WHAT YOU NEED TO DO - Only lines containing "down" belong in the answer, each copied from the entries below.
+++ RECORD SET +++
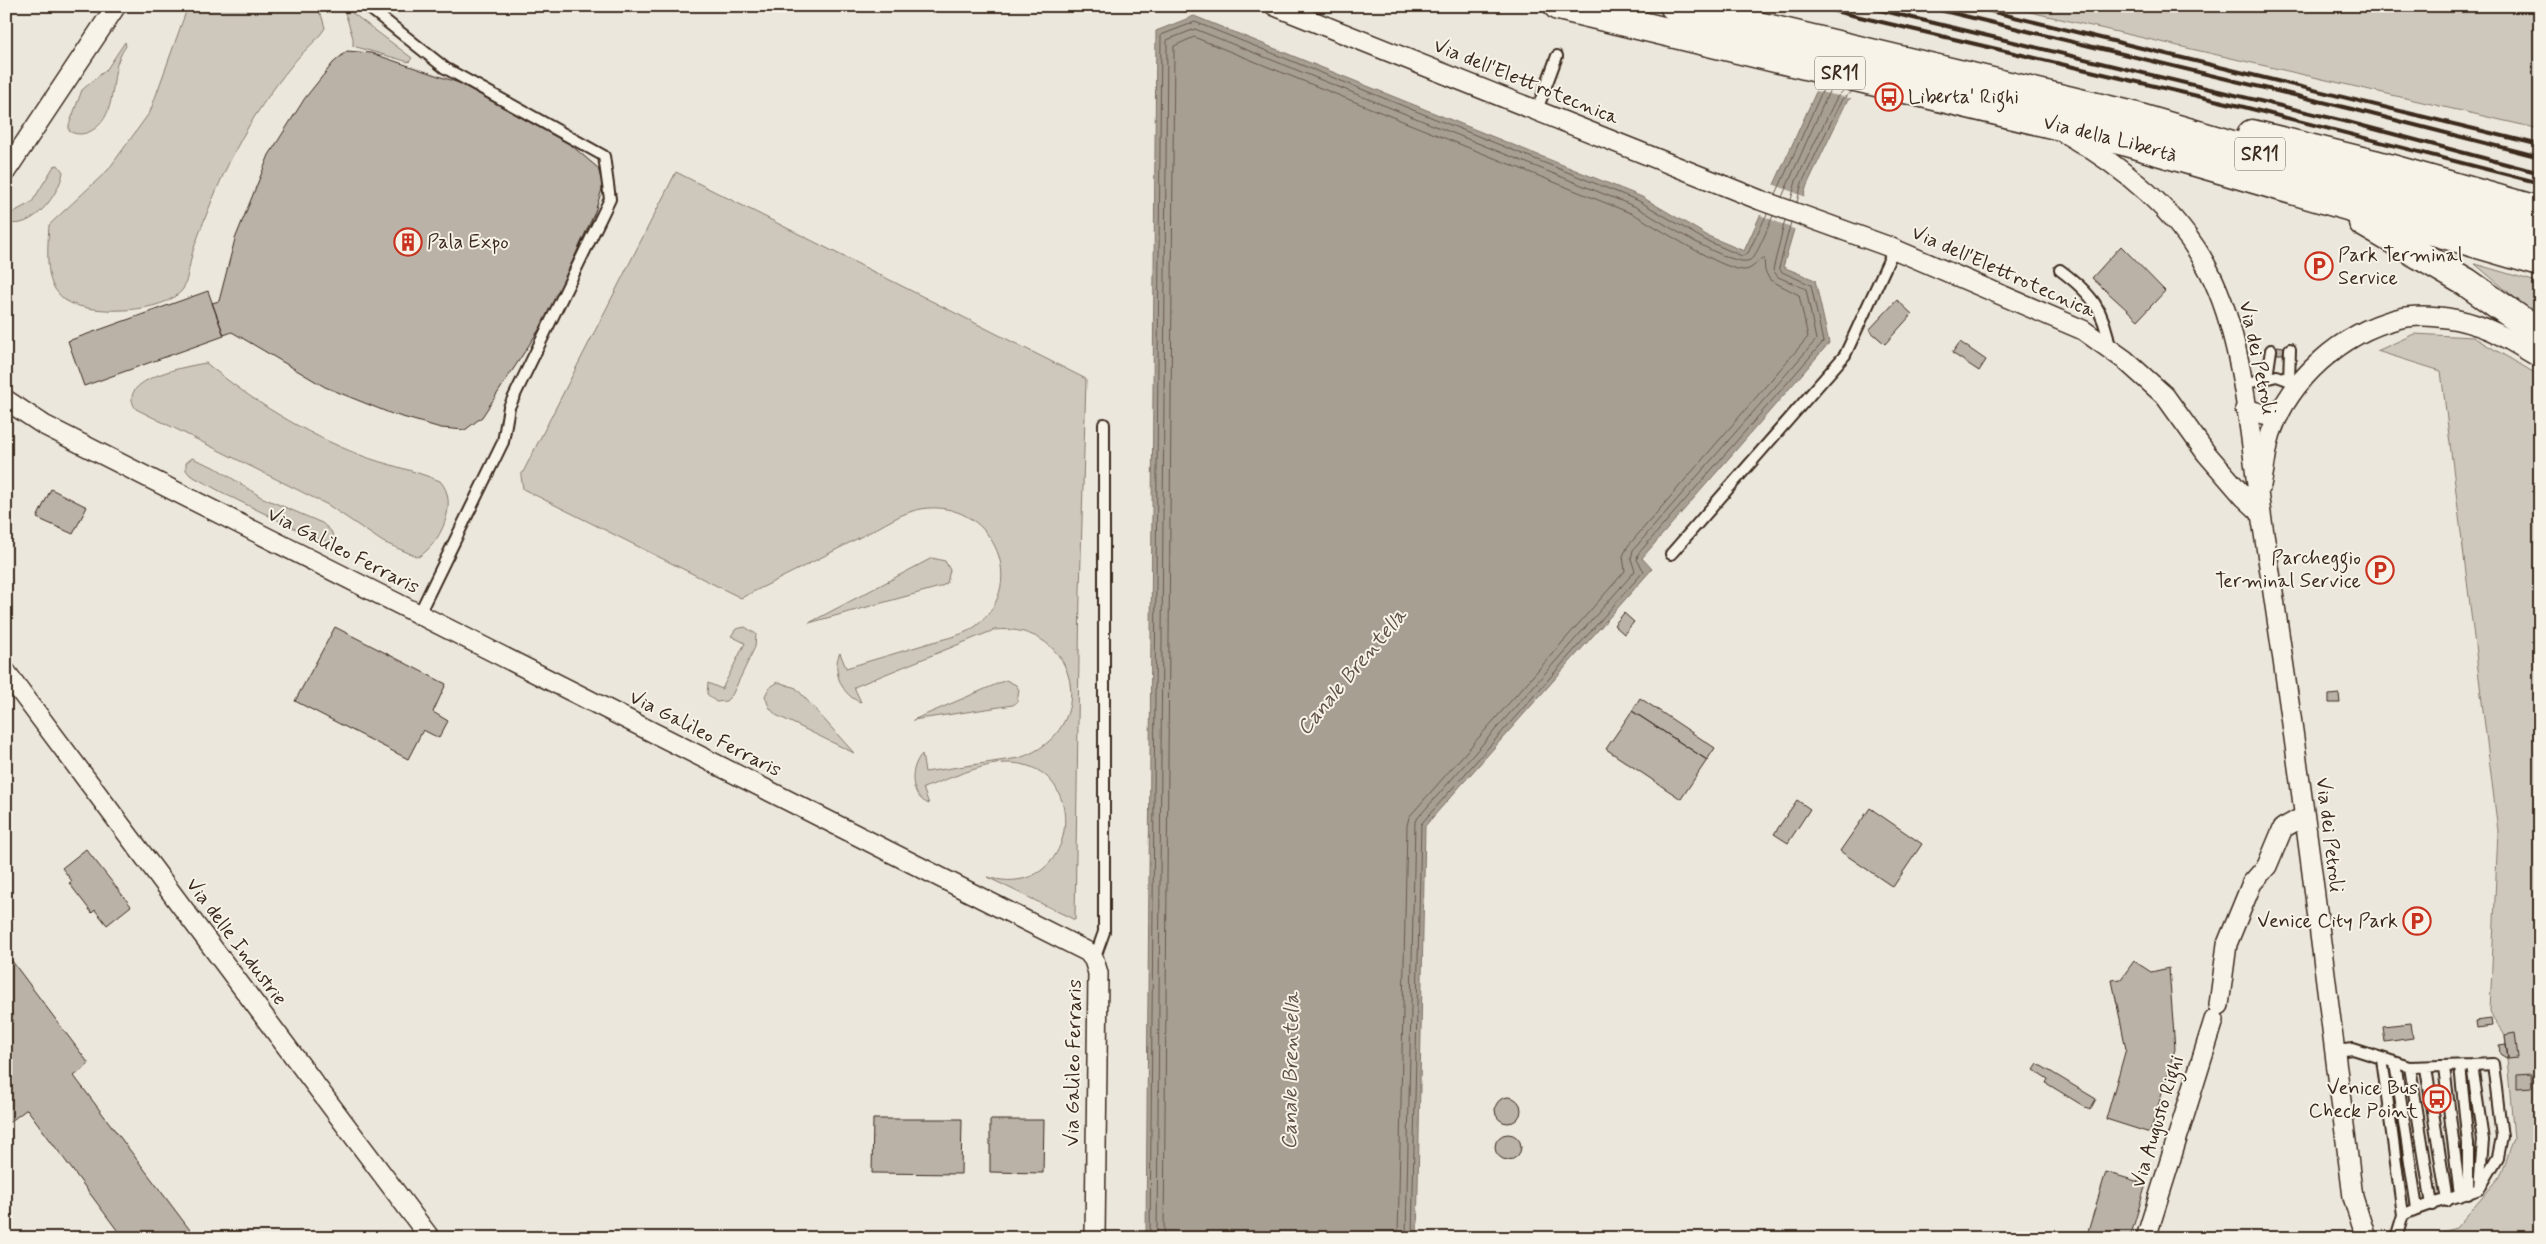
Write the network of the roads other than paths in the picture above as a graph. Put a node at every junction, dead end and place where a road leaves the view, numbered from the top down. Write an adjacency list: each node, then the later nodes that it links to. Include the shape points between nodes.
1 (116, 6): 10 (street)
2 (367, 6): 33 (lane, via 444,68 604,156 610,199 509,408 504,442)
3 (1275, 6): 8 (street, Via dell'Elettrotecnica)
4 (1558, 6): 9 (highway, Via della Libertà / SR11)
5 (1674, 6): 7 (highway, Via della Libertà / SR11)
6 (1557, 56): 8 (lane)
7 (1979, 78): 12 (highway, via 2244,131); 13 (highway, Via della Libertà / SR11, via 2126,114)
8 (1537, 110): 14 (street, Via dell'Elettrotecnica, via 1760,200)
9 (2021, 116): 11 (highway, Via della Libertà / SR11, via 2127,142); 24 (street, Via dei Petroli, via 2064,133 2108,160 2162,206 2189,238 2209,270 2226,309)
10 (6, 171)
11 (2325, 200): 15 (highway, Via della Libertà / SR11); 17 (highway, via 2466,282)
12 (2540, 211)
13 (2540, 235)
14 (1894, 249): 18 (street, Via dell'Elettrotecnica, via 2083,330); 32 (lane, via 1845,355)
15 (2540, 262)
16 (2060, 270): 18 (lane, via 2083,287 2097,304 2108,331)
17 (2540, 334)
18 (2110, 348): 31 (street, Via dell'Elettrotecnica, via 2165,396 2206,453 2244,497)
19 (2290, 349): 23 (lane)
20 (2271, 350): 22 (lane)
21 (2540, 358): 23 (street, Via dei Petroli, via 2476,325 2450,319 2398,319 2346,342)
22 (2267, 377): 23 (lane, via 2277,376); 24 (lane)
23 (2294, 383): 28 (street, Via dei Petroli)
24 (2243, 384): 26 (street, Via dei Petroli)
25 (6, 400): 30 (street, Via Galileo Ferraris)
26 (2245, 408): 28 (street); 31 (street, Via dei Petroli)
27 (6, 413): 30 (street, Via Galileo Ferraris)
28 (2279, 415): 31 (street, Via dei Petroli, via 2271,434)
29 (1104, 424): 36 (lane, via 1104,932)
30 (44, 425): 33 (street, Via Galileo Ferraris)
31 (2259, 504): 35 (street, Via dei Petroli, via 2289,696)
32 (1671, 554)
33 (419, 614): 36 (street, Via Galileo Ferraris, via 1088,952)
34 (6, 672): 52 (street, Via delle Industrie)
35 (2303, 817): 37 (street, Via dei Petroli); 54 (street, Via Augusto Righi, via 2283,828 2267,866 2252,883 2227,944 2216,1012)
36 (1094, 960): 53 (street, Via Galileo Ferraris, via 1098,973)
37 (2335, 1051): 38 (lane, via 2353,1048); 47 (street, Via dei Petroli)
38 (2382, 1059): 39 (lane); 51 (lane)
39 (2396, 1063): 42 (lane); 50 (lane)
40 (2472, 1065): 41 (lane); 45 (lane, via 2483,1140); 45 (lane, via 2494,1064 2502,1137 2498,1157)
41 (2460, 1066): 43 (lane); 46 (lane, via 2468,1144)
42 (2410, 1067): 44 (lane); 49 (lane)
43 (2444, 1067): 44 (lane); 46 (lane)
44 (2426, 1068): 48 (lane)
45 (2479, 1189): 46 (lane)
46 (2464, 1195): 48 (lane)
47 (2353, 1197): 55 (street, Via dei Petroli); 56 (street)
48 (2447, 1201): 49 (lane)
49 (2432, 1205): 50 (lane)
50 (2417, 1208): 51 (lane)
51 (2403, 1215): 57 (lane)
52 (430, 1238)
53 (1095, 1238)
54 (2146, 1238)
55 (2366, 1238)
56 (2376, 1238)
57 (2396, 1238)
+++
+++ RECORD SET +++
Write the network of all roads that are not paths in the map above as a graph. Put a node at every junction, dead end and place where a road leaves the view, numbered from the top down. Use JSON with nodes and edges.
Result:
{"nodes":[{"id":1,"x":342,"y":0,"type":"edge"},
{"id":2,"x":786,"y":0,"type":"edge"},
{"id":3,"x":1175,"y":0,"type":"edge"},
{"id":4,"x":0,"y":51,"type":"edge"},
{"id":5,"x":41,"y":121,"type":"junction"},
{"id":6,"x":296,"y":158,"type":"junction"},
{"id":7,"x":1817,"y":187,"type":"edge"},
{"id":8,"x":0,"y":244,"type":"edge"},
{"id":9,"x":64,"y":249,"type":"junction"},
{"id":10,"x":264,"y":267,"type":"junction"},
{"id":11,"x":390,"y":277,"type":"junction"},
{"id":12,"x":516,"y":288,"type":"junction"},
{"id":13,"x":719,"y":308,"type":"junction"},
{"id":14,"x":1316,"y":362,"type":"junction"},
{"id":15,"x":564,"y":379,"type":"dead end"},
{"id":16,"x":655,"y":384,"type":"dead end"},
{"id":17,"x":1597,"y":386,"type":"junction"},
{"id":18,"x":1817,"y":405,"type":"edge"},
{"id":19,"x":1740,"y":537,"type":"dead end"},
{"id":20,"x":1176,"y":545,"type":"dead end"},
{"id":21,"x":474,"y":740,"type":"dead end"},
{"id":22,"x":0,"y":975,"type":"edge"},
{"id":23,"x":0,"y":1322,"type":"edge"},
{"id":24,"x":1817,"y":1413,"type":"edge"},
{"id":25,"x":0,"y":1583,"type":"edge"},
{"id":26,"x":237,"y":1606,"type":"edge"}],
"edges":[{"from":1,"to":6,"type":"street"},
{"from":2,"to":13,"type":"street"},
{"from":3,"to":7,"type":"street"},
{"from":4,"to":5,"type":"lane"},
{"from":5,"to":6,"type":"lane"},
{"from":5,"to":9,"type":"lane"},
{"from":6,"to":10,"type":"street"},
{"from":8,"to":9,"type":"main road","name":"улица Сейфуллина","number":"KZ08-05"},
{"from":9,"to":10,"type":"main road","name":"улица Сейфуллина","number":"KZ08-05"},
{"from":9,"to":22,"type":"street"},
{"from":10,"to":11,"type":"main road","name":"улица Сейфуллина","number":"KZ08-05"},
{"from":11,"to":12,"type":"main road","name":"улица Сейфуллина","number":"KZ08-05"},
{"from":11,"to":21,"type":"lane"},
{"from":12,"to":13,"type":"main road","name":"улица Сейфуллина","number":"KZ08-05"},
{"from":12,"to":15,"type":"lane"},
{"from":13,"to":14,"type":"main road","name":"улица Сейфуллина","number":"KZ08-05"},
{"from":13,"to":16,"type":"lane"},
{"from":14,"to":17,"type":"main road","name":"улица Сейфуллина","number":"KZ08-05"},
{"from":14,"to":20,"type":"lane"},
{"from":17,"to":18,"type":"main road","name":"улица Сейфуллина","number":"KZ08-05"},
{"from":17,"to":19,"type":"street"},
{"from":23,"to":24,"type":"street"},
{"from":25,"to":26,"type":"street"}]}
+++
EXERCISE RESPONSE -
Write the network of the roads other than paths in the picture above as a graph. Put a node at every junction, dead end and place where a road leaves the view, numbered from the top down. Write an adjacency list: each node, then the later nodes that it links to. Include the shape points between nodes.
Write the network of all roads that are not paths in the map above as a graph. Put a node at every junction, dead end and place where a road leaves the view, numbered from the top down. Use JSON with nodes and edges.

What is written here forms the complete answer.